The President of Afghanistan joins more than 150 leaders and advocates globally who have signed up to be part of the People’s Vaccine Alliance including the President of South Africa and the Chairperson of the African Union Commission, the Presidents of Ghana and Senegal, the Prime Minister of Pakistan, the Director of the Africa Centres for Disease Control and Prevention and the Special Rapporteur on the right of everyone to the enjoyment of the highest attainable standard of physical and mental health.
“EMERGENCY and all the members of People Vaccine Alliance advocate for equal access to the vaccines: while millions of people who have already been vaccinated in the United States, the United Kingdom or European countries feel safer, most of the low-income countries will barely be able to vaccinate one out of 10 people in 2021 due to the inaccessibility of vaccines,” said Rossella Miccio, President of EMERGENCY.
The People’s Vaccine Alliance calls on pharmaceutical corporations and governments to:
- Prevent monopoly on vaccine production by making public funding for research and development conditional on research institutions and pharmaceutical companies sharing all information, data, biological material, know-how and intellectual property.
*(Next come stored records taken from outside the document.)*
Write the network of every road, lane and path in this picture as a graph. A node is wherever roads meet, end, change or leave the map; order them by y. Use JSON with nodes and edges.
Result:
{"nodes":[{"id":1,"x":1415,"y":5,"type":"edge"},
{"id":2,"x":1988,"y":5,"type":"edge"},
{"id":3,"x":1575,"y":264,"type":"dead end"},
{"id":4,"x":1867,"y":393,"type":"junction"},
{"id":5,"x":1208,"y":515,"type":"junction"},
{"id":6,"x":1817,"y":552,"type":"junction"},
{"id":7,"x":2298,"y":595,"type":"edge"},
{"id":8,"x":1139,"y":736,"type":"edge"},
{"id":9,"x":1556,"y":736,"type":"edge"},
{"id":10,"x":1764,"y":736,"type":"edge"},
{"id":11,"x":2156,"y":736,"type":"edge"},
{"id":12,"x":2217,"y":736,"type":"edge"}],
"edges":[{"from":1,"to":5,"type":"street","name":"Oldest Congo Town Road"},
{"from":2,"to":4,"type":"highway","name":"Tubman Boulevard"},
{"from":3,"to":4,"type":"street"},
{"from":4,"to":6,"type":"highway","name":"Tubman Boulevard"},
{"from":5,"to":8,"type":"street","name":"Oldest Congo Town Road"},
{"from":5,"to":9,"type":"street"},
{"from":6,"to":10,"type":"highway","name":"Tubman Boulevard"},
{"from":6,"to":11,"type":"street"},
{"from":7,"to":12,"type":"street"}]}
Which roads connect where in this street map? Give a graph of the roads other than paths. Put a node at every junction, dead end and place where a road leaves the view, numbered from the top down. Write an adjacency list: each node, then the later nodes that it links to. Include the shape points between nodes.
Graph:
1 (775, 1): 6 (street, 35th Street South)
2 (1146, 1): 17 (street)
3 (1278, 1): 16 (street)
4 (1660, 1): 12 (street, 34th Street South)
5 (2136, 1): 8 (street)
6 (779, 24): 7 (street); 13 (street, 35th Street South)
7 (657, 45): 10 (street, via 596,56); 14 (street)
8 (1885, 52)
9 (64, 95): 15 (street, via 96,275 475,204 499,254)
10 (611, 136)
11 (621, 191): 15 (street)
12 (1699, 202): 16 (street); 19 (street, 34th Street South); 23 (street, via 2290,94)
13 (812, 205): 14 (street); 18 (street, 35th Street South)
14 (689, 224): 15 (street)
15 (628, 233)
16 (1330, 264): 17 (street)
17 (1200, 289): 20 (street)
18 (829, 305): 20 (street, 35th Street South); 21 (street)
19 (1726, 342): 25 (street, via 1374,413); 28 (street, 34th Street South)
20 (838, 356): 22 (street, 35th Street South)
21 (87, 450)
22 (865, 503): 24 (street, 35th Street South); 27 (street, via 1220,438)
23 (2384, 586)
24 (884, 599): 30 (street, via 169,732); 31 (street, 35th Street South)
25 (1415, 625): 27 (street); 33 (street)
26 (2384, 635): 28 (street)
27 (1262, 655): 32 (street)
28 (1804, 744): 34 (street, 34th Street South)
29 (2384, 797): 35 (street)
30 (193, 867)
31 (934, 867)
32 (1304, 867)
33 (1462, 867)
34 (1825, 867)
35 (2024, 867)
The WHO COVID-19 Technology Access Pool provides the mechanism for such sharing.
- Prevent monopoly on vaccine supply by enabling as many manufacturers as possible, including in developing countries, to produce the vaccines.
- Implement fair allocation of the vaccine that prioritizes health workers and other at-risk groups in all countries. Vaccination programmes should include marginalized groups, including refugees, prisoners and people living in slums and other crowded housing conditions. Allocation between and within countries should be based on need and not ability to pay.
- Provide the vaccine free of charge at the point of use.
- Ensure the full participation of the governments of developing countries as well as global civil society in decision-making forums about the vaccines (and other COVID-19 technologies) and ensure transparency and accountability of all decisions.
The People’s Vaccine Alliance
The People’s Vaccine Alliance is a coalition of organisations and activists united under a common aim of campaigning for a People’s Vaccine’ for COVID-19 that is based on shared knowledge and is freely available for all. A global common good. It is coordinated by Oxfam and UNAIDS and its other members include: EMERGENCY, Free the Vaccine, Frontline AIDS, Global Justice Now, International Treatment Preparedness Coalition, Just Treatment, Nizami Ganjavi International Center, Open Society Foundations, STOPAIDS, SumOfUs, Wemos and Yunus Centre.